The pieces by Dan Barnett are made from a variety of porcelains.  The “Fossil” pieces are my favorites, because of the skeleton-like look of the fish.

 

 

 

 

“Fossil” by Dan Barnett.

 

 

 

 

 

 

 

 

 

“Short-Tailed Finch (Finches of the Rainforest Series)” by Richard Wehrs
“Juggler (the State of My Mind)” by Richard Wehrs.

 

 

 

 

 

 

 

 

“Reliquary for Everything That Really Matters in the End (Paraphrasing Ecclesiastes)” by Richard Wehrs.

If I figures it out right, then Richard Wehrs used to work in the Edwardsville area, but since has moved to Minnesota.  His statement tells us the he makes pottery, because he enjoys making it.  His many works are a form of monument building; the act of creating something to be remebered for.

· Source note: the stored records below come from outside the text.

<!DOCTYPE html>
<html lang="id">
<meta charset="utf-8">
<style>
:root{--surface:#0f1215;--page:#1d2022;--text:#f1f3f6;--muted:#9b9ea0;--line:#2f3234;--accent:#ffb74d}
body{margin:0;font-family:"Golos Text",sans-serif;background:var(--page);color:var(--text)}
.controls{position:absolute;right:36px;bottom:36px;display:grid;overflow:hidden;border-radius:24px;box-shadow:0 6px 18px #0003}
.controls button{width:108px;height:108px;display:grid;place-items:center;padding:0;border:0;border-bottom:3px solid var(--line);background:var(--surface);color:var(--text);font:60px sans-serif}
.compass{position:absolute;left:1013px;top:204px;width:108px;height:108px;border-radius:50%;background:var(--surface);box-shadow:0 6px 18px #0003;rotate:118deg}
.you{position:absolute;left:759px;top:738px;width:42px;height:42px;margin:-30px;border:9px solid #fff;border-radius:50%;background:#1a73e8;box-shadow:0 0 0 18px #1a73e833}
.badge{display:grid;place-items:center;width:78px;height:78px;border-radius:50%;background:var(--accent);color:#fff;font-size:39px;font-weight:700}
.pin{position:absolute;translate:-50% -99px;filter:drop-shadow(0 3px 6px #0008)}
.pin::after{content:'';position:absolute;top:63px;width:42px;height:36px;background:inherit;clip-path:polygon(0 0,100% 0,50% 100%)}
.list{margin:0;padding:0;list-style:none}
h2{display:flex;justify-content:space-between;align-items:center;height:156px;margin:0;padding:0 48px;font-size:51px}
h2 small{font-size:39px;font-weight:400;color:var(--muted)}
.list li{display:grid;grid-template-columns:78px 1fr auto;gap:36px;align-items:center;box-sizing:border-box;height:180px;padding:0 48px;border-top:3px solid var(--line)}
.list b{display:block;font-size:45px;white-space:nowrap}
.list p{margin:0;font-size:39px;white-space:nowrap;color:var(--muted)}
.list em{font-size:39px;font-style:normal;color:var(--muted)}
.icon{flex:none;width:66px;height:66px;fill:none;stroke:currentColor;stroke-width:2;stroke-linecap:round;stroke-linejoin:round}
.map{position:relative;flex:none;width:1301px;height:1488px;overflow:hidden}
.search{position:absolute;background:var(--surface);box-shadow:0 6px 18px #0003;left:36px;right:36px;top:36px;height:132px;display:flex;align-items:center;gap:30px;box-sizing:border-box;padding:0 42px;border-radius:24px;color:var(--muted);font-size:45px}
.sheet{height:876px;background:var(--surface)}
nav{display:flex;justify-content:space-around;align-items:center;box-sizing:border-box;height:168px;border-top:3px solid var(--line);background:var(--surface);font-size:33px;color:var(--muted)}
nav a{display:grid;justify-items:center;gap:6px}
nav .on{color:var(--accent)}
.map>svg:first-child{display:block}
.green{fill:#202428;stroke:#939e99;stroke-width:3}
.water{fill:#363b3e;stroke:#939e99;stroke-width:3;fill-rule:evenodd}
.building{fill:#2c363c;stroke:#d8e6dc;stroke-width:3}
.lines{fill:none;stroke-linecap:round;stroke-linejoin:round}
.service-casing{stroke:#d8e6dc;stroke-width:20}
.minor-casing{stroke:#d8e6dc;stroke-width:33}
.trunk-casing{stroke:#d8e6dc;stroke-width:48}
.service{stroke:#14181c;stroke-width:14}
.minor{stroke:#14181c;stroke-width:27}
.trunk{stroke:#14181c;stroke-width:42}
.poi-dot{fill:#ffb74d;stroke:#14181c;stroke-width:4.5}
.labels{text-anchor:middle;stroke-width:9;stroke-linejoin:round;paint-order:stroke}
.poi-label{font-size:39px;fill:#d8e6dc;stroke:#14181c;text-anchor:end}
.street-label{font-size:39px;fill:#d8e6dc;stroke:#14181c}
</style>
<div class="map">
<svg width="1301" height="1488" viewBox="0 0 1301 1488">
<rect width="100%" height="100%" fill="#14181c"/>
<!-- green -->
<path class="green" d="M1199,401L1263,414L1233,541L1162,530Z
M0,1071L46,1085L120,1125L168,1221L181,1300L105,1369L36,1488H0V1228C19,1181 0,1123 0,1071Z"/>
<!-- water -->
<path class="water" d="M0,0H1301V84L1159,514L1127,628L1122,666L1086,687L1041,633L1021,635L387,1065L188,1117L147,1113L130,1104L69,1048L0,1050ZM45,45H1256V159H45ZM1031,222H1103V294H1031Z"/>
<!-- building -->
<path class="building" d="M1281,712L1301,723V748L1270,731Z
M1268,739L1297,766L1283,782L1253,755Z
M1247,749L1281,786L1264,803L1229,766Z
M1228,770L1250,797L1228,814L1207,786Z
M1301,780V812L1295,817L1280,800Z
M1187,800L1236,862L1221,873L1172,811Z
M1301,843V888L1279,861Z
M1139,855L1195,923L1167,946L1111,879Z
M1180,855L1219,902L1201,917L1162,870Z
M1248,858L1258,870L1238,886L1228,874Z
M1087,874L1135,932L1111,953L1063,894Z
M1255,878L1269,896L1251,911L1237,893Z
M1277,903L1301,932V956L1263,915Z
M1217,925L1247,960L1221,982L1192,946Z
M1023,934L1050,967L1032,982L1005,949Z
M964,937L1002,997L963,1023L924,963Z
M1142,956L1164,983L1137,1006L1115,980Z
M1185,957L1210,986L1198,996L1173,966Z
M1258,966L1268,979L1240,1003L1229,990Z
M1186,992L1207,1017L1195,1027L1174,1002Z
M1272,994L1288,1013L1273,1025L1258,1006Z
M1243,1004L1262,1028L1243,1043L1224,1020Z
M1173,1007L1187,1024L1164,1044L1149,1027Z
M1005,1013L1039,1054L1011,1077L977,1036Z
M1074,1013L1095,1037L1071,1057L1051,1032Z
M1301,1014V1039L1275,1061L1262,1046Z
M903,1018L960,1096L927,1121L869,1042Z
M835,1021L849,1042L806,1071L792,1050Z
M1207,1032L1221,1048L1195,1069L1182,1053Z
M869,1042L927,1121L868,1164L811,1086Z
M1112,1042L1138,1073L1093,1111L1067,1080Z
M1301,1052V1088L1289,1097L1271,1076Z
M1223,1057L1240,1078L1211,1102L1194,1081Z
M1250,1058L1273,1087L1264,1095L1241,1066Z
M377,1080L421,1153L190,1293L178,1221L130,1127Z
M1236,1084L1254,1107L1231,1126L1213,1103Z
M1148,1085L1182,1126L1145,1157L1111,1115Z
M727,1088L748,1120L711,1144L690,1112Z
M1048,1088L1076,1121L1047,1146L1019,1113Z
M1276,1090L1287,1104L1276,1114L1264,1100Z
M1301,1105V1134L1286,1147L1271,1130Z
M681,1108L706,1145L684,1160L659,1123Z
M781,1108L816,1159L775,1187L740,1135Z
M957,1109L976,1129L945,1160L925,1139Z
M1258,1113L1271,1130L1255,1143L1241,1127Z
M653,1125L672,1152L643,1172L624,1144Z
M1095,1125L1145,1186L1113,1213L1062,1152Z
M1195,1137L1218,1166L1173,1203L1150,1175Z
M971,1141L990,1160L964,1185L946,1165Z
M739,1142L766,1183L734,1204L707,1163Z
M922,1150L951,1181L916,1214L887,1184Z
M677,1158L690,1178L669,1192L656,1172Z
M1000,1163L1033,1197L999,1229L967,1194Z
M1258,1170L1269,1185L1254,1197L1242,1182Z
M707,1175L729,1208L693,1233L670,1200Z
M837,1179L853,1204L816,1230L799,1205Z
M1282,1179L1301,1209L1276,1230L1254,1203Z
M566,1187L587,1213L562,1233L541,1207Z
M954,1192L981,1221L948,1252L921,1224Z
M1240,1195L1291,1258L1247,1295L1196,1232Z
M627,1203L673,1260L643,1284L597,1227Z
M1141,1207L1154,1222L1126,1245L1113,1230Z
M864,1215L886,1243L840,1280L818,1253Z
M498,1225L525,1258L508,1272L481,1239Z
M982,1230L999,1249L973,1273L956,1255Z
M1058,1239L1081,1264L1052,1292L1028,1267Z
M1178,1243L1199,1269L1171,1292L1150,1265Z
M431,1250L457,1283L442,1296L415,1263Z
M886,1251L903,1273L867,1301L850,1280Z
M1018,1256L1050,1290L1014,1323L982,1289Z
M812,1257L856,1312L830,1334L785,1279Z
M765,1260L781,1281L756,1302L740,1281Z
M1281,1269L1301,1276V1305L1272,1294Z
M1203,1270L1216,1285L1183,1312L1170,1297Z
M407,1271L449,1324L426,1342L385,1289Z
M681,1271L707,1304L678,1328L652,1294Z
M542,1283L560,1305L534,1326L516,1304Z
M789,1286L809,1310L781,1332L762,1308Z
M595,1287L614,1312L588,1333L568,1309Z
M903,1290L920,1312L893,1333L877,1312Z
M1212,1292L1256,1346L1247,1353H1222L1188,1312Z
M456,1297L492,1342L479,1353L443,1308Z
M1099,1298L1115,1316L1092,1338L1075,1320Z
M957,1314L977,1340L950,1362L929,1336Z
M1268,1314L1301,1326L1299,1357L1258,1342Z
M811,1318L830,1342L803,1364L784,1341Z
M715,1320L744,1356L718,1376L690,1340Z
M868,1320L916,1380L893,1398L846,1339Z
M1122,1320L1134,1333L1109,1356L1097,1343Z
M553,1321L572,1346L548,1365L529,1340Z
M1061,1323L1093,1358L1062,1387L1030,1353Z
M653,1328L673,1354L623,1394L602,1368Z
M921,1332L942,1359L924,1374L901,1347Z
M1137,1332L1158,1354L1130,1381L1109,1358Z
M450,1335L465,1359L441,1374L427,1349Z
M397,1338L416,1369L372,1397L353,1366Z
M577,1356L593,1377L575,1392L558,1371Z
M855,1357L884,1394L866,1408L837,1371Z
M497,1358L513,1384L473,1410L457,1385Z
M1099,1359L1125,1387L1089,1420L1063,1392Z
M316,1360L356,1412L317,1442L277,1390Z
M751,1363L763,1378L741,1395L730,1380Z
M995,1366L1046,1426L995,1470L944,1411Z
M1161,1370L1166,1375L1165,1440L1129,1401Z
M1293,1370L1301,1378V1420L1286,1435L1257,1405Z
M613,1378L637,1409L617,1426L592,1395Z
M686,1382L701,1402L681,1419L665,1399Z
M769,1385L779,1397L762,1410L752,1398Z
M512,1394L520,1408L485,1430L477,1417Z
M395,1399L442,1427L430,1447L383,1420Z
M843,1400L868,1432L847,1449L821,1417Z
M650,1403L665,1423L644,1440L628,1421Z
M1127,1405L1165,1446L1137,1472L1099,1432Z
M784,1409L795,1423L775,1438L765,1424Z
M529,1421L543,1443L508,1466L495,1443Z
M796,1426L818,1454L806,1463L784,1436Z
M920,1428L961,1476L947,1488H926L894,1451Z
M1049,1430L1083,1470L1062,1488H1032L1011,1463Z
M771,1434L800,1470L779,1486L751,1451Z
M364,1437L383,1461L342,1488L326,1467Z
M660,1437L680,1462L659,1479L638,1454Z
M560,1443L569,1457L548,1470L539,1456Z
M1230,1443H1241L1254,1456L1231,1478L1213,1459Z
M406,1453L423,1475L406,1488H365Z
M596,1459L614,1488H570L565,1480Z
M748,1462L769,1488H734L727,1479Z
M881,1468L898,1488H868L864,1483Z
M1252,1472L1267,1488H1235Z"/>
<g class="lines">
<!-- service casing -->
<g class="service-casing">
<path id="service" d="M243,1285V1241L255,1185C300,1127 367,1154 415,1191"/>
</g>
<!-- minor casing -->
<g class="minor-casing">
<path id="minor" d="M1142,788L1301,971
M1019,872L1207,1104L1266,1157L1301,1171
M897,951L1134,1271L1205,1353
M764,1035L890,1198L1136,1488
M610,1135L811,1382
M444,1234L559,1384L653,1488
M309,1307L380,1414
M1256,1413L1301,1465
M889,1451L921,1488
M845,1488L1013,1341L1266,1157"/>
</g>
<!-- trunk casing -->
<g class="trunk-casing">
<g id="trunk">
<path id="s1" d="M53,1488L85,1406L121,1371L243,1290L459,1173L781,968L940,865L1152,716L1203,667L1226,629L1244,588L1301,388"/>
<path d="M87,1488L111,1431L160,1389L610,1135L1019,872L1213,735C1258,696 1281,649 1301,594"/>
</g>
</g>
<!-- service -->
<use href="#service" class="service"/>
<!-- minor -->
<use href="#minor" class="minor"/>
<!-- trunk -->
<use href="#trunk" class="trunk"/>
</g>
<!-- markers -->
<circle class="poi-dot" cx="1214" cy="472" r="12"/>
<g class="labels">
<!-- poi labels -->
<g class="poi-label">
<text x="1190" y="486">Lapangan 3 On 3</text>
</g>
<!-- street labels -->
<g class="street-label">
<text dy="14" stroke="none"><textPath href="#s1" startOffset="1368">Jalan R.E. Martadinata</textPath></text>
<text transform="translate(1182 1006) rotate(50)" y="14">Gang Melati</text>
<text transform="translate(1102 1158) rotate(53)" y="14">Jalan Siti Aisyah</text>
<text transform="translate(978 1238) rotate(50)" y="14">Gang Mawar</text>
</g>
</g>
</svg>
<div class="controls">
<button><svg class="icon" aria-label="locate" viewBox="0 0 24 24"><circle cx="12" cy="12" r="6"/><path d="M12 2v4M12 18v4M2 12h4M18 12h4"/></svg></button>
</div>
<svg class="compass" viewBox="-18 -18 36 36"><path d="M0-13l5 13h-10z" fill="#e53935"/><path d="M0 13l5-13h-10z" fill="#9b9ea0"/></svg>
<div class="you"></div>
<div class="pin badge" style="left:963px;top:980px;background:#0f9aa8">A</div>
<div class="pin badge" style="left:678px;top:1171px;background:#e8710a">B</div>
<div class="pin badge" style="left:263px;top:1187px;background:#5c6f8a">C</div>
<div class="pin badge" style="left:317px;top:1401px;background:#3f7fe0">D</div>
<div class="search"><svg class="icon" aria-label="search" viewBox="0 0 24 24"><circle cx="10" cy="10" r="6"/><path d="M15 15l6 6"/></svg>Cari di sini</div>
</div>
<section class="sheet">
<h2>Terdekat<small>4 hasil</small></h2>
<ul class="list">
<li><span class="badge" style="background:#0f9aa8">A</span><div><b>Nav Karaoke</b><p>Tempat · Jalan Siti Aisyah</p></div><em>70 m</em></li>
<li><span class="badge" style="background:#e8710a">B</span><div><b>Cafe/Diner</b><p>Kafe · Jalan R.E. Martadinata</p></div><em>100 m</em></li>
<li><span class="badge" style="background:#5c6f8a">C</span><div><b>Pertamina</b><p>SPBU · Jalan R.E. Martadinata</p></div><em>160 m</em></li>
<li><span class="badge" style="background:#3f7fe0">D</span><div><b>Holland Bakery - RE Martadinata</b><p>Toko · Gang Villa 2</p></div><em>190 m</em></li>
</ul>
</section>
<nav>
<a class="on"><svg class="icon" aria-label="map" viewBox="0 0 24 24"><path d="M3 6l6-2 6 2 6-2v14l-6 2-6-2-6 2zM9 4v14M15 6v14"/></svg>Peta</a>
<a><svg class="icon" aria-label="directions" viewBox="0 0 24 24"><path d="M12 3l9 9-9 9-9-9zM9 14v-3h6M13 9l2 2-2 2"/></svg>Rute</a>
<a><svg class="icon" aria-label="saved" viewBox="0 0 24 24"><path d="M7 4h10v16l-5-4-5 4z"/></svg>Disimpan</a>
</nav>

His ceramic pieces include the use of metal leaves, and acrylic paint.

 

 

 

“Untitled” by Andrew Dobson

 

These pieces were interesting, because the ceramic bowls are placed into origami boxes. What an idea!!! I couldn’t find out much about Andrew, unfortunately.

 

 

 

 

“Iron Age Castle – Cornwall” by Elizabeth Adams-Mark

 

I included this piece in a ceramic blog, because the light colored rings are ceramic rings.  The rest of the piece is either cloth or paper (she calls this piece mixed media).  I learned a little bit about Elizabeth through her blog “2ndhandpaper”.  Besides teaching art in a middle school, she is an active part of the paper art scene, and, judging from her blog, she has an appetite for experimenting.  This is a relatively small, but very visually inspiring piece.

 

 

“Canoe and Log” by Melissa Rawson.
“Tall Bottle” by Melissa Rawson.

Melissa has several good looking ceramic vases, tiles and mugs on her web site.  The Tall Bottle on the right was one of the pieces sold in this exhibit. Deservedly so.

 

 

 

 

“Tree Vase” by Ru Ritter.

 

This interesting vase catches your eyes because oft he unusual shape, and the dark and sometime metallic-looking glazes.  I couldn’t find Ru on the internet.  I hope that she continues exploring the vase concepts.